Economics and similar, for the sleep-deprived
A subtle change has been made to the comments links, so they no longer pop up. Does this in any way help with the problem about comments not appearing on permalinked posts, readers?
Update: seemingly not
Update: Oh yeah!
Friday, February 02, 2007
Friday Secret Society Blogging - The Lost Lands League
I promised I'd do a bit of this in the New Year, although to be honest, every Thursday is going to be a bit of a stretch. This week, one that isn't actually in the Encyclopedia of Secret Societies, the "Lost Lands League".
The Lost Lands League were a fringe Welsh nationalist movement of the 1960s. They arose after the Free Wales Army had all but imploded after an unfortunate incident in which they showed up talking tough at a Sinn Fein rally in Dublin and as a result were donated the gift of a dozen Thompson submachine guns. Since they were for the most part farmers who enjoyed dressing up and marching about with shotguns and starter pistols, they were frankly fucking terrified of this proper, dangerous military hardware and they ended up dumping the lot in a bog. However, in doing this they set in train the course of events that ended up getting all the leaders collared[1] and the whole movement fell apart as the cadres tried, unsuccessfully, to convince the judge that they were just a drinking society and it was all a big joke.
A normal reaction might be to calm down on the dreams of independence for a while.

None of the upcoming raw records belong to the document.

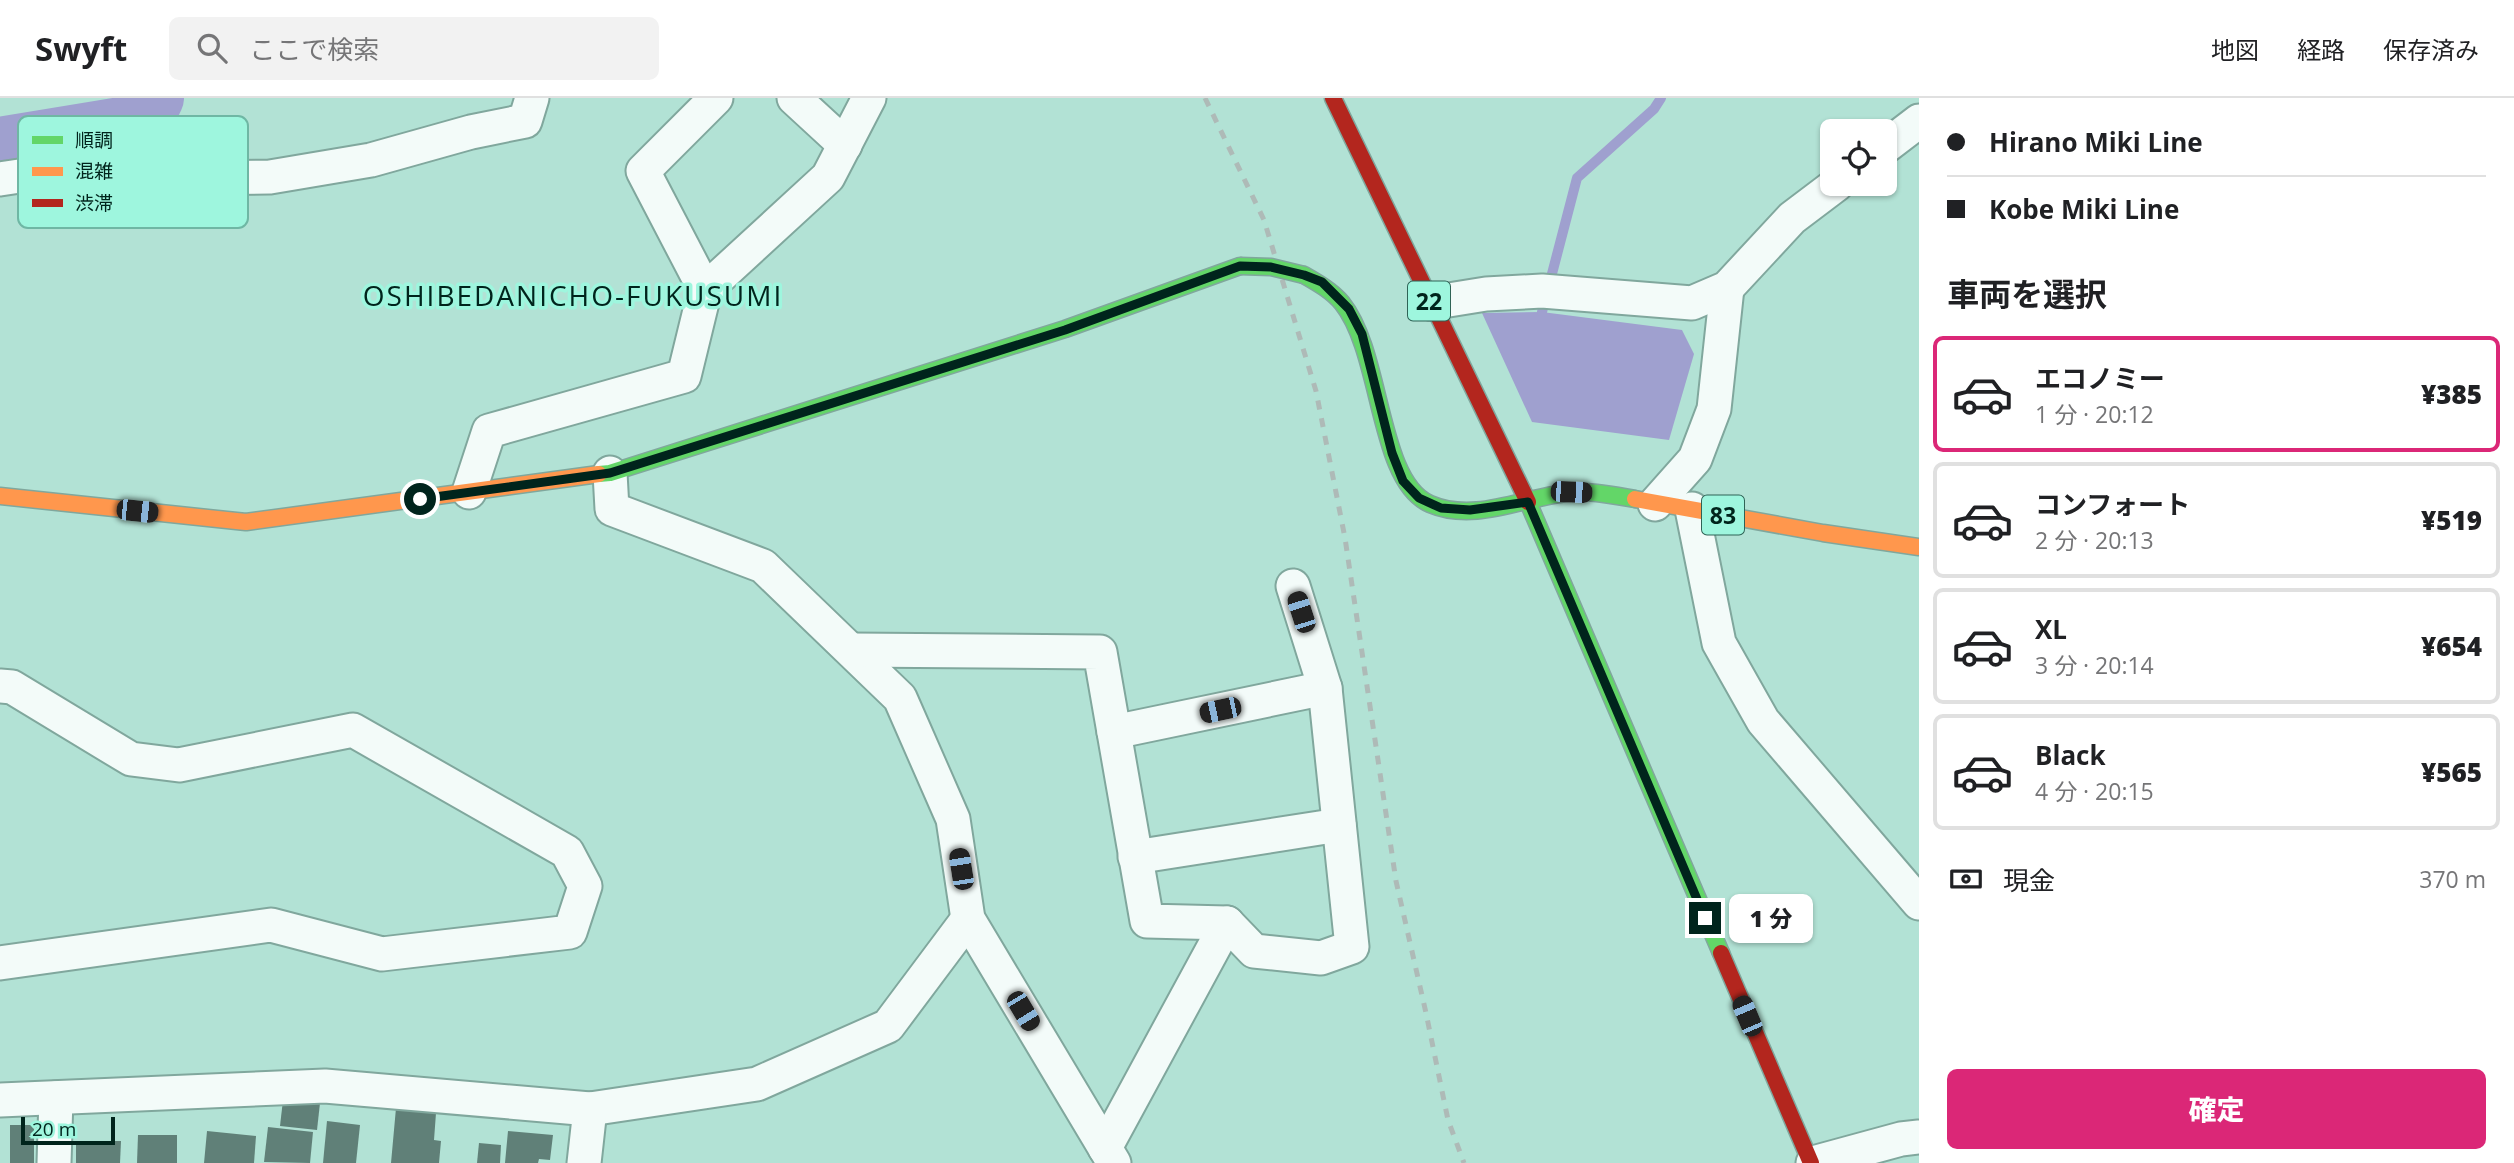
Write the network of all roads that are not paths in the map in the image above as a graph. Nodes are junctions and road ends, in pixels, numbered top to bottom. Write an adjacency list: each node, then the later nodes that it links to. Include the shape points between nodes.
1 (532, 98): 10 (street, via 525,121 371,160)
2 (716, 98): 14 (street, via 643,171)
3 (794, 98): 8 (street)
4 (869, 98): 8 (street)
5 (1333, 98): 15 (main road, 22)
6 (1919, 121): 7 (street)
7 (1897, 138)
8 (845, 145): 14 (street, via 828,177)
9 (18, 177): 11 (street)
10 (248, 177)
11 (0, 179)
12 (1821, 196): 13 (street, via 1792,218)
13 (1727, 288): 15 (street, via 1692,303 1547,291); 20 (street, via 1714,409 1695,459)
14 (705, 290): 17 (street, via 684,376 489,431)
15 (1430, 303): 19 (main road, 22)
16 (610, 473): 17 (main road, 83); 19 (main road, 83, bridge, via 1065,330 1240,266 1271,267 1322,282 1349,309 1362,334 1392,453 1403,481 1419,498 1441,508 1470,510); 24 (street, via 612,509 763,566)
17 (469, 492): 18 (main road, 83, via 246,522)
18 (0, 496)
19 (1528, 502): 20 (main road, 83, via 1571,492); 41 (main road, 22)
20 (1655, 504): 21 (main road, 83)
21 (1692, 509): 22 (main road, 83); 30 (street, via 1719,643 1763,721)
22 (1919, 547)
23 (1293, 586): 26 (street)
24 (851, 650): 27 (street, via 1100,652); 31 (street, via 900,698 953,819)
25 (0, 686): 33 (street, via 12,687 131,759 179,765 353,730 567,852 585,886 570,932 382,954 271,925)
26 (1325, 688): 27 (street); 28 (street)
27 (1114, 732): 29 (street)
28 (1339, 825): 29 (street); 32 (street, via 1352,947 1321,958 1254,951)
29 (1135, 857): 32 (street, via 1147,922)
30 (1919, 904)
31 (968, 919): 36 (street, via 888,1026 757,1084); 38 (street)
32 (1227, 923): 38 (street)
33 (0, 963)
34 (56, 1098): 35 (street); 36 (street, via 325,1086); 39 (street)
35 (0, 1100)
36 (590, 1109): 40 (street)
37 (1919, 1137): 41 (street)
38 (1109, 1156)
39 (54, 1163)
40 (584, 1163)
41 (1812, 1163)

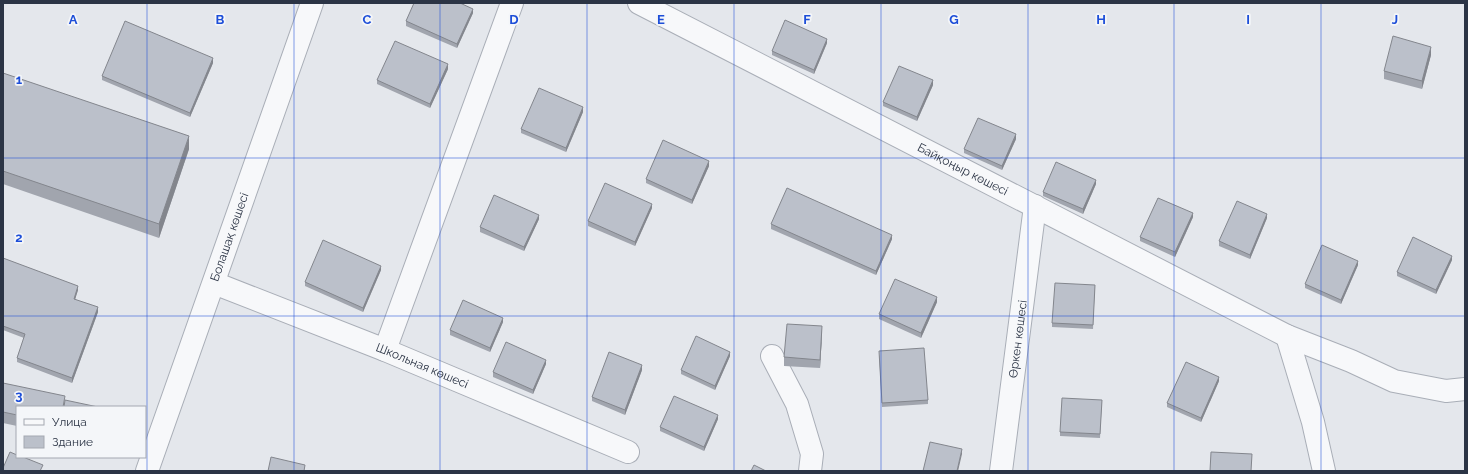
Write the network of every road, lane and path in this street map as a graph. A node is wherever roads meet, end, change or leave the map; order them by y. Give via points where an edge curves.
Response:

But the Welsh have this way of increasing their ambitions even in the face of clear evidence that the original plan was wildly overambitious, and so the Lost Lands League was formed.
As the name suggests, the aim of the Lost Lands League was to recapture the ancestral Welsh lands which had been awarded to England in the fourteenth century. This might have had some basis in the case of places like Monmouthshire, Oswestry or even Shrewsbury. But the LLL also laid claim to the towns of Kidderminster, Tranmere and even Bristol and Crewe. Cynics with access to the sports pages of the Western Mail noted that there was an uncanny overlap between the territorial claims of the LLL and the fixture list for the Welsh Cup, which at the time was open to a number of English football clubs.
My source for this is Ian Bone's autobiography "Bash the Rich", in which he recounts having been invited along to a meeting of the LLL where they were planning an armed disturbance, despite being a Londoner. The assembled troops listened to a speaker who outlined the plan to symbolically occupy the town centre of a border town for a few hours in the middle of the day. He had set out maps, showing that the police presence was small and manageable, while the nearest Army barracks were forty miles away. It was only toward the end of the meeting when the blood oaths were being prepared that Bone found himself in the uncomfortable position of having to break the news to a comrade that the town in question was Hereford, and that both the maps and the plan appear to have omitted the fact that Hereford is the home town of the SAS. Half an hour later, they were all back in the pub.
[1] Dramatic license. Actually, the demise of the FWA was a rather more complicated story than that, but this post isn't about the FWA, it's about the LLL.